#### What you will do:
Repeat all of the records verbatim.

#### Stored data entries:
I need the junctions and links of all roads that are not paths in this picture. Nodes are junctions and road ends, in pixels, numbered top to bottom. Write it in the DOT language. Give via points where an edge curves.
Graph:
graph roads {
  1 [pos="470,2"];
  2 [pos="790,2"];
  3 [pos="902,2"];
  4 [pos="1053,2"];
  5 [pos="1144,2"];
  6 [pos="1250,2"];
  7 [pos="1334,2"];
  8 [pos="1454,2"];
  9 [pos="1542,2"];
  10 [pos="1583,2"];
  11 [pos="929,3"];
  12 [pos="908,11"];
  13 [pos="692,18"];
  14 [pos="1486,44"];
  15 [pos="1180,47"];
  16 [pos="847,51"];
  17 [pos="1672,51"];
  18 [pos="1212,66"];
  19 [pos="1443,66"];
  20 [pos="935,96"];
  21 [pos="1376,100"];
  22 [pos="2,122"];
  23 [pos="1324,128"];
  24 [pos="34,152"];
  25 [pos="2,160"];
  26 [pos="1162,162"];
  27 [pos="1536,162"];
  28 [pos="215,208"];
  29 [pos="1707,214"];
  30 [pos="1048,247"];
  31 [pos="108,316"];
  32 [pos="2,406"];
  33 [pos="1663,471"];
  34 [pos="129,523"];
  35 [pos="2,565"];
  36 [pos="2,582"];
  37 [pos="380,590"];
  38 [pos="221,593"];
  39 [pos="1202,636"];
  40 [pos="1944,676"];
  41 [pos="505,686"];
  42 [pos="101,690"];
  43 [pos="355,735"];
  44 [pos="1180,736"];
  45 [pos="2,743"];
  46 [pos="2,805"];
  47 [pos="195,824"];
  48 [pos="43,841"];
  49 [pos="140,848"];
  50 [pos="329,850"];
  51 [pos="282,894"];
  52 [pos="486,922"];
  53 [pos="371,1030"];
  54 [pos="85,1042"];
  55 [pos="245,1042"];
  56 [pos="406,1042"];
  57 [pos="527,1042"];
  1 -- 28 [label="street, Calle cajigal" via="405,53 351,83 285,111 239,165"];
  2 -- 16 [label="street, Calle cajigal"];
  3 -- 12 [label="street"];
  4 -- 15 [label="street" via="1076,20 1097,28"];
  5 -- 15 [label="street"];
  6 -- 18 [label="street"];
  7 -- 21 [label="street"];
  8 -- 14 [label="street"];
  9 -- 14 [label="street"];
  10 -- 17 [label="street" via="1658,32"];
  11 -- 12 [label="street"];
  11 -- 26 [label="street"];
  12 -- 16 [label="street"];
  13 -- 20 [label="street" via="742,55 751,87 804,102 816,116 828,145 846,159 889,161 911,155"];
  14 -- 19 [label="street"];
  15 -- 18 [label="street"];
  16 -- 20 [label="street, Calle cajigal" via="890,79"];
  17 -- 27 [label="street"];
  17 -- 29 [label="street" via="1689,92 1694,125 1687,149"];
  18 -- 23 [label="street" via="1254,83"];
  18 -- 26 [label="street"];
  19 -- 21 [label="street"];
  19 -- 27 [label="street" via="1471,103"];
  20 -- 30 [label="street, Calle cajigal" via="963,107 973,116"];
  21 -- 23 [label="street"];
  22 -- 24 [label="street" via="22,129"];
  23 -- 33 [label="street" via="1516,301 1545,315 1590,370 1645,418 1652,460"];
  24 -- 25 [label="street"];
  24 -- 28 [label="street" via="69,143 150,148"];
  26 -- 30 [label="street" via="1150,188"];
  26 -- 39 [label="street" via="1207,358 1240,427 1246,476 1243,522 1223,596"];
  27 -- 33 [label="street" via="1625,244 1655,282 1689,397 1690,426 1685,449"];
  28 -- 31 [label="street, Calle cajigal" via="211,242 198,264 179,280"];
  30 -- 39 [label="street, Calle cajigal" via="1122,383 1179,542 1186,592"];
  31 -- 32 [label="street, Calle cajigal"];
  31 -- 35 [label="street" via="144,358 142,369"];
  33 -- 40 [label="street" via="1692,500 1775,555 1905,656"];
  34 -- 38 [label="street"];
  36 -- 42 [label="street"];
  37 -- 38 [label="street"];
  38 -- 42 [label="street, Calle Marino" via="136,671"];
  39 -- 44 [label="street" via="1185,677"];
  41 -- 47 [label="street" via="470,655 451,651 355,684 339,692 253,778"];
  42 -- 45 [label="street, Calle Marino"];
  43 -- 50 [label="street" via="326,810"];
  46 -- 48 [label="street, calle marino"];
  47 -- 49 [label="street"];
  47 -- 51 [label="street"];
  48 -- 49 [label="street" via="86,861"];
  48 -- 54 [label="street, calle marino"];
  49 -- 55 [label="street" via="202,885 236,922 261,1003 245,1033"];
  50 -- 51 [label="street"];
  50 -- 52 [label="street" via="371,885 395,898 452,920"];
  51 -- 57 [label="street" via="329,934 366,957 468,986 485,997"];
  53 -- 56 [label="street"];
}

#### Solution:
I need the junctions and links of all roads that are not paths in this picture. Nodes are junctions and road ends, in pixels, numbered top to bottom. Write it in the DOT language. Give via points where an edge curves.
Graph:
graph roads {
  1 [pos="470,2"];
  2 [pos="790,2"];
  3 [pos="902,2"];
  4 [pos="1053,2"];
  5 [pos="1144,2"];
  6 [pos="1250,2"];
  7 [pos="1334,2"];
  8 [pos="1454,2"];
  9 [pos="1542,2"];
  10 [pos="1583,2"];
  11 [pos="929,3"];
  12 [pos="908,11"];
  13 [pos="692,18"];
  14 [pos="1486,44"];
  15 [pos="1180,47"];
  16 [pos="847,51"];
  17 [pos="1672,51"];
  18 [pos="1212,66"];
  19 [pos="1443,66"];
  20 [pos="935,96"];
  21 [pos="1376,100"];
  22 [pos="2,122"];
  23 [pos="1324,128"];
  24 [pos="34,152"];
  25 [pos="2,160"];
  26 [pos="1162,162"];
  27 [pos="1536,162"];
  28 [pos="215,208"];
  29 [pos="1707,214"];
  30 [pos="1048,247"];
  31 [pos="108,316"];
  32 [pos="2,406"];
  33 [pos="1663,471"];
  34 [pos="129,523"];
  35 [pos="2,565"];
  36 [pos="2,582"];
  37 [pos="380,590"];
  38 [pos="221,593"];
  39 [pos="1202,636"];
  40 [pos="1944,676"];
  41 [pos="505,686"];
  42 [pos="101,690"];
  43 [pos="355,735"];
  44 [pos="1180,736"];
  45 [pos="2,743"];
  46 [pos="2,805"];
  47 [pos="195,824"];
  48 [pos="43,841"];
  49 [pos="140,848"];
  50 [pos="329,850"];
  51 [pos="282,894"];
  52 [pos="486,922"];
  53 [pos="371,1030"];
  54 [pos="85,1042"];
  55 [pos="245,1042"];
  56 [pos="406,1042"];
  57 [pos="527,1042"];
  1 -- 28 [label="street, Calle cajigal" via="405,53 351,83 285,111 239,165"];
  2 -- 16 [label="street, Calle cajigal"];
  3 -- 12 [label="street"];
  4 -- 15 [label="street" via="1076,20 1097,28"];
  5 -- 15 [label="street"];
  6 -- 18 [label="street"];
  7 -- 21 [label="street"];
  8 -- 14 [label="street"];
  9 -- 14 [label="street"];
  10 -- 17 [label="street" via="1658,32"];
  11 -- 12 [label="street"];
  11 -- 26 [label="street"];
  12 -- 16 [label="street"];
  13 -- 20 [label="street" via="742,55 751,87 804,102 816,116 828,145 846,159 889,161 911,155"];
  14 -- 19 [label="street"];
  15 -- 18 [label="street"];
  16 -- 20 [label="street, Calle cajigal" via="890,79"];
  17 -- 27 [label="street"];
  17 -- 29 [label="street" via="1689,92 1694,125 1687,149"];
  18 -- 23 [label="street" via="1254,83"];
  18 -- 26 [label="street"];
  19 -- 21 [label="street"];
  19 -- 27 [label="street" via="1471,103"];
  20 -- 30 [label="street, Calle cajigal" via="963,107 973,116"];
  21 -- 23 [label="street"];
  22 -- 24 [label="street" via="22,129"];
  23 -- 33 [label="street" via="1516,301 1545,315 1590,370 1645,418 1652,460"];
  24 -- 25 [label="street"];
  24 -- 28 [label="street" via="69,143 150,148"];
  26 -- 30 [label="street" via="1150,188"];
  26 -- 39 [label="street" via="1207,358 1240,427 1246,476 1243,522 1223,596"];
  27 -- 33 [label="street" via="1625,244 1655,282 1689,397 1690,426 1685,449"];
  28 -- 31 [label="street, Calle cajigal" via="211,242 198,264 179,280"];
  30 -- 39 [label="street, Calle cajigal" via="1122,383 1179,542 1186,592"];
  31 -- 32 [label="street, Calle cajigal"];
  31 -- 35 [label="street" via="144,358 142,369"];
  33 -- 40 [label="street" via="1692,500 1775,555 1905,656"];
  34 -- 38 [label="street"];
  36 -- 42 [label="street"];
  37 -- 38 [label="street"];
  38 -- 42 [label="street, Calle Marino" via="136,671"];
  39 -- 44 [label="street" via="1185,677"];
  41 -- 47 [label="street" via="470,655 451,651 355,684 339,692 253,778"];
  42 -- 45 [label="street, Calle Marino"];
  43 -- 50 [label="street" via="326,810"];
  46 -- 48 [label="street, calle marino"];
  47 -- 49 [label="street"];
  47 -- 51 [label="street"];
  48 -- 49 [label="street" via="86,861"];
  48 -- 54 [label="street, calle marino"];
  49 -- 55 [label="street" via="202,885 236,922 261,1003 245,1033"];
  50 -- 51 [label="street"];
  50 -- 52 [label="street" via="371,885 395,898 452,920"];
  51 -- 57 [label="street" via="329,934 366,957 468,986 485,997"];
  53 -- 56 [label="street"];
}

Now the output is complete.